Netherlands to pay compensation over Srebrenica massacre

The Netherlands has been ordered to pay compensation for the deaths of Bosnian Muslims in the 1995 Srebrenica massacre in a ruling that opens up the Dutch state to compensation claims from relatives of the rest of the 8,000 men and youths who died.

The judgment by Holland’s supreme court is the final decision in a protracted claim brought by relatives of three Muslim men who were expelled by Dutch soldiers from a United Nations compound during the Balkans conflict then killed by Bosnian Serb forces.

Although the case related only to the murder of three victims, it confirms the precedent that countries that provide troops to UN missions can be held responsible for their conduct.

The case was brought by Hasan Nuhanovic, an interpreter who lost his brother and father, and relatives of Rizo Mustafic, an electrician who was killed. They argued that all three men should have been protected by Dutch peacekeepers. Mustafic and Nuhanovic were employed by the Dutch, but Nuhanovic’s father and brother were not.

The men were among thousands who had sought shelter in the UN compound as Bosnian Serb forces commanded by General Ratko Mladic overran the area on 11 July 1995. Two days later the outnumbered Dutch peacekeepers bowed to pressure from Mladic’s troops and forced thousands of Muslim families out of the compound.

Bosnian Serb forces sorted the Muslims by gender, then began executing Muslim men and boys. The bodies of approximately 8,000 were buried in hastily dug mass graves.

The international criminal tribunal for the former Yugoslavia (ICTY) in the Hague has ruled that the killings constituted genocide and Mladic is on trial for crimes committed at Srebrenica. The atrocity was the worst massacre on European soil since the second world war.

The Dutch court ruling held that in the chaos of the Serb takeover of Srebrenica, UN commanders no longer had control of the troops on the ground and “effective control” therefore reverted to Dutch authorities in the Hague.

The human rights lawyer Liesbeth Zegveld, who represented the Bosnian families, called the ruling historic because it established that countries involved in UN missions can be found legally responsible for crimes, despite the UN’s far-reaching immunity from prosecution. “People participating in UN missions are not always covered by the UN flag,” she said.

Toon Heisterkamp, a supreme court judge responsible for briefing the media, insisted that the narrow focus of the case meant it was unlikely to have far-reaching effects.

Outside the courtroom Nuhanovic said he was stunned by the ruling, which ends a 10-year legal battle and opens the door to compensation claims against the Dutch government.

“I was thinking about my family, they are dead for 18 years,” he said. “It does not change that, but maybe there is some justice.

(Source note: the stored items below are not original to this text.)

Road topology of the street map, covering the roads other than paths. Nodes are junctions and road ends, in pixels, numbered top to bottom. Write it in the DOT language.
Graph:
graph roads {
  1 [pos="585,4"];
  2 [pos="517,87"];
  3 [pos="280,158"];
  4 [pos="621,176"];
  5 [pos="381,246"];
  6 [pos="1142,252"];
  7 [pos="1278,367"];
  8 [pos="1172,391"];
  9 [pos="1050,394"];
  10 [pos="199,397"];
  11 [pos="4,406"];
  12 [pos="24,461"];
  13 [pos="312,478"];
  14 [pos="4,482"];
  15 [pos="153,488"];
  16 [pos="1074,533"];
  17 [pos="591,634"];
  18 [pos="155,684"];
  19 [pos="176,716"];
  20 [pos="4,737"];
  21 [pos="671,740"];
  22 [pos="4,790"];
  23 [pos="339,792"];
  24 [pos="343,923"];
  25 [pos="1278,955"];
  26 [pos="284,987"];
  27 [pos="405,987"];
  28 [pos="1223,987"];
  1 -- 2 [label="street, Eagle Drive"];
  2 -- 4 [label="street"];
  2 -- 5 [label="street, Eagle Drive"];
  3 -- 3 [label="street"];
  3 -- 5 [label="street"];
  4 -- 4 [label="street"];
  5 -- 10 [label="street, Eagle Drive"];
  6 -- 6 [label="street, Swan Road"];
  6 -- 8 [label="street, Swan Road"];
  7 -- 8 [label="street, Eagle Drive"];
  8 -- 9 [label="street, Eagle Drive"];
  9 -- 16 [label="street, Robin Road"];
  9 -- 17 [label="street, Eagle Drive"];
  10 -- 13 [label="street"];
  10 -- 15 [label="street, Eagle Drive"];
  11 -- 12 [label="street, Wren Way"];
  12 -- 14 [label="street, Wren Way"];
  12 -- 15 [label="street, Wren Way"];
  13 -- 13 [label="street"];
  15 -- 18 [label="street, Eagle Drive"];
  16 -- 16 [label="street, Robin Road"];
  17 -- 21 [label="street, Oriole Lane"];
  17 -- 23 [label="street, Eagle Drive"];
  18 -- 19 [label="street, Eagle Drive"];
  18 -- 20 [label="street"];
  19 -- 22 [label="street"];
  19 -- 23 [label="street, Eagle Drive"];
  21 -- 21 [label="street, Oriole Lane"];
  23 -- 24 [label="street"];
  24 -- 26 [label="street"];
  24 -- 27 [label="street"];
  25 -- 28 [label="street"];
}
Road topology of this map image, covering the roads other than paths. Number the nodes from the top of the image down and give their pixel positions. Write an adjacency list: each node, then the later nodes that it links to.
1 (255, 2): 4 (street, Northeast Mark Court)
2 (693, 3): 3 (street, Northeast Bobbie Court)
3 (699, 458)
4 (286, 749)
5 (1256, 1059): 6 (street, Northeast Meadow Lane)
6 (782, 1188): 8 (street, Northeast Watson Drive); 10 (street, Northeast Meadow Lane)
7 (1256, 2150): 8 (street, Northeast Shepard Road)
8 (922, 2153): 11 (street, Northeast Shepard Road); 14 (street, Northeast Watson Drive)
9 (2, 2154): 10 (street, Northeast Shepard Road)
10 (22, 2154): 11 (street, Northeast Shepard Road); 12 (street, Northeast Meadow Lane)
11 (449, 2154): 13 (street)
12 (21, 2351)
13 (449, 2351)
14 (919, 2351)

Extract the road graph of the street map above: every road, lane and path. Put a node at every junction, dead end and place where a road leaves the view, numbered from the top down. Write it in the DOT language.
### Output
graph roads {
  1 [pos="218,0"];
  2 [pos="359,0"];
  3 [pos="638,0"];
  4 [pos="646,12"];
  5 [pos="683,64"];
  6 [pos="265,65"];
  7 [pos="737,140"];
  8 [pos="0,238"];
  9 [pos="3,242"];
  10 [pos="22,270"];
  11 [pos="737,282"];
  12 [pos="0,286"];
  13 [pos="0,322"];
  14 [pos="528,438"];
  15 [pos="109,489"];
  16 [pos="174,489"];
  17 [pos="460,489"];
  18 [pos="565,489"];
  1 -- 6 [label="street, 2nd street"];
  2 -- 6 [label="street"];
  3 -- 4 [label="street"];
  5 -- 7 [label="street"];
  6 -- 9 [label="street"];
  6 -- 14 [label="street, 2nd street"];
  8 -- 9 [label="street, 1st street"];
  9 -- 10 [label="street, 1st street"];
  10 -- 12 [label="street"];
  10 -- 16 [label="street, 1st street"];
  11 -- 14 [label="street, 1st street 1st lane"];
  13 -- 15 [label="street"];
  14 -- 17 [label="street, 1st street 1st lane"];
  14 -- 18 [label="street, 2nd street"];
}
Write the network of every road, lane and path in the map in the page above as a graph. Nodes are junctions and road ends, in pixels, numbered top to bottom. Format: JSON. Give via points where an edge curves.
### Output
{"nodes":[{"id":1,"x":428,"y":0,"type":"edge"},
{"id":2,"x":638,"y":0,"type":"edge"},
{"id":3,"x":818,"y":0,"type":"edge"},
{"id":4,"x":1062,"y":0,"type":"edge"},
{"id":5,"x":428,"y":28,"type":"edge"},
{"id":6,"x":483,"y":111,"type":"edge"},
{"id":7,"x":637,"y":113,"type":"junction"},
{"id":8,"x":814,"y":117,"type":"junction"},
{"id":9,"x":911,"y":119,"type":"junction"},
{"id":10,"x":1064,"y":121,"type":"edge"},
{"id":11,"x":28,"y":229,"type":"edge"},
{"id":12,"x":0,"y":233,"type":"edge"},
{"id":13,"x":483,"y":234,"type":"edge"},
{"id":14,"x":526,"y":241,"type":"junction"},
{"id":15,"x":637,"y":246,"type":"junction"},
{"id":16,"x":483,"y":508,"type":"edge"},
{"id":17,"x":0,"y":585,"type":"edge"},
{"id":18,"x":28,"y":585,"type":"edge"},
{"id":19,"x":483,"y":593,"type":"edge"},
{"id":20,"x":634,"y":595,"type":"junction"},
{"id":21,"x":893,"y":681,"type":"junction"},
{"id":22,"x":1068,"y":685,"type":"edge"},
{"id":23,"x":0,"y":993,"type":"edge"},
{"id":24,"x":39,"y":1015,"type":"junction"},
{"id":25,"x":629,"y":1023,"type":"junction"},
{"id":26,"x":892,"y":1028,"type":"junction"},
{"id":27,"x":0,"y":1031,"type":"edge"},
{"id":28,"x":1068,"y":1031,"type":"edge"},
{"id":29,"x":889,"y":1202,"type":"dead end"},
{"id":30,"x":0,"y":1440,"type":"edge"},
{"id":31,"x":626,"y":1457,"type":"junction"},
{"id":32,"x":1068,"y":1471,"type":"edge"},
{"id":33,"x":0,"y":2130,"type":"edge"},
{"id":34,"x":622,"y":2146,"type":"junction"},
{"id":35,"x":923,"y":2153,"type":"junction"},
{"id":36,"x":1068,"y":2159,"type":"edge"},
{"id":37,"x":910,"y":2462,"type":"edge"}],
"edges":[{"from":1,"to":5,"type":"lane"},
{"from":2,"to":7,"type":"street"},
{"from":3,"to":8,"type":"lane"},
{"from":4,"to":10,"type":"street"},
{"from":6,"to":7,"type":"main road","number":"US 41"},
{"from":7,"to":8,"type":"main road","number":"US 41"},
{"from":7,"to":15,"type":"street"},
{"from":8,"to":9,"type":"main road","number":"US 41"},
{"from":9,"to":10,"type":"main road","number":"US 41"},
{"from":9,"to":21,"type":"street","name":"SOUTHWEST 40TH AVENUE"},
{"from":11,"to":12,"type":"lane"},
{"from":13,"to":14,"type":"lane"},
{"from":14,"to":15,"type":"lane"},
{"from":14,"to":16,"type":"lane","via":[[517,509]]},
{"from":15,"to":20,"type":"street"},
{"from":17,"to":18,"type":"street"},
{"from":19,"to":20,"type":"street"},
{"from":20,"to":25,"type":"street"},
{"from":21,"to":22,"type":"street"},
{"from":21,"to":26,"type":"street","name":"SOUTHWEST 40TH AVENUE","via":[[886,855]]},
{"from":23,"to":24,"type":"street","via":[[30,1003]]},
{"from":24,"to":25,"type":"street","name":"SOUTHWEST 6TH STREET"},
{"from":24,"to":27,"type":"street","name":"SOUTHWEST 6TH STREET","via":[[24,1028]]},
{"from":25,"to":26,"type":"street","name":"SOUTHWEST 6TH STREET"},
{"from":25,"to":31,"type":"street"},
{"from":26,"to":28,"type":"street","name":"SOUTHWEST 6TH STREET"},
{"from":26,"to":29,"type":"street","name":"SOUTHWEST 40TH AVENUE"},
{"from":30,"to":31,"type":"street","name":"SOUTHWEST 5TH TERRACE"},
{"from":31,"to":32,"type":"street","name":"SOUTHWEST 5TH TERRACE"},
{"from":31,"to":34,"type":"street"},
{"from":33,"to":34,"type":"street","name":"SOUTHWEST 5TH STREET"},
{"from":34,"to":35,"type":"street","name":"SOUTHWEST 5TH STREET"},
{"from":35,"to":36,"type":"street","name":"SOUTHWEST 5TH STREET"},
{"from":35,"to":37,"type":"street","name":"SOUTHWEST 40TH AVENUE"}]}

It should have happened years ago. In the future countries might act differently in peacekeeping missions and I hope the lives of other people in the future will be saved because this mistake was admitted.”

The Dutch government resigned in 2002 after the National War Documentation Institute blamed the debacle on Dutch authorities and the UN for sending underarmed and underprepared forces into the mission and refusing to answer the commanders’ call for air support.

The government accepted “political responsibility” for the mission’s failure and contributes aid to Bosnia, much of which is earmarked for rebuilding in Srebrenica. But it has always said responsibility for the massacre itself lies with the Bosnian Serbs.

The three men were among the last to be expelled, the 2011 ruling said, and by that time the peacekeepers, known as “Dutchbat” for Dutch battalion, had already seen Bosnian Serb troops abusing Muslim men and boys and should have known they faced the real threat of being killed.

“Dutchbat should not have turned these men over to the Serbs,” a summary of the judgment said.

The Hague appeals court in 2011 ordered the families of the three dead men to be compensated, but no figure was ever reached, pending the outcome of the government’s appeal to the supreme court.

Zegveld said the amount of compensation the families will receive was not important. “It’s far more important what’s been decided today than any amount that will be established in the future,” she said.

The Srebrenica massacre has turned into a national trauma for the Netherlands. Dutch troops returning home faced accusations of cowardice and incompetence.

The Dutch soldiers, many of whom feared for their own lives, helped the attacking Bosnian-Serb troops as they separated Muslim men from women. The men and boys were then bussed to execution sites. A subsequent inquiry exonerated the ground forces.

“Dutchbat decided not to evacuate them along with the battalion and instead sent them away from the compound,” a summary of the supreme court ruling said.

“Outside the compound they were murdered by the Bosnian-Serb army or related paramilitary groups.”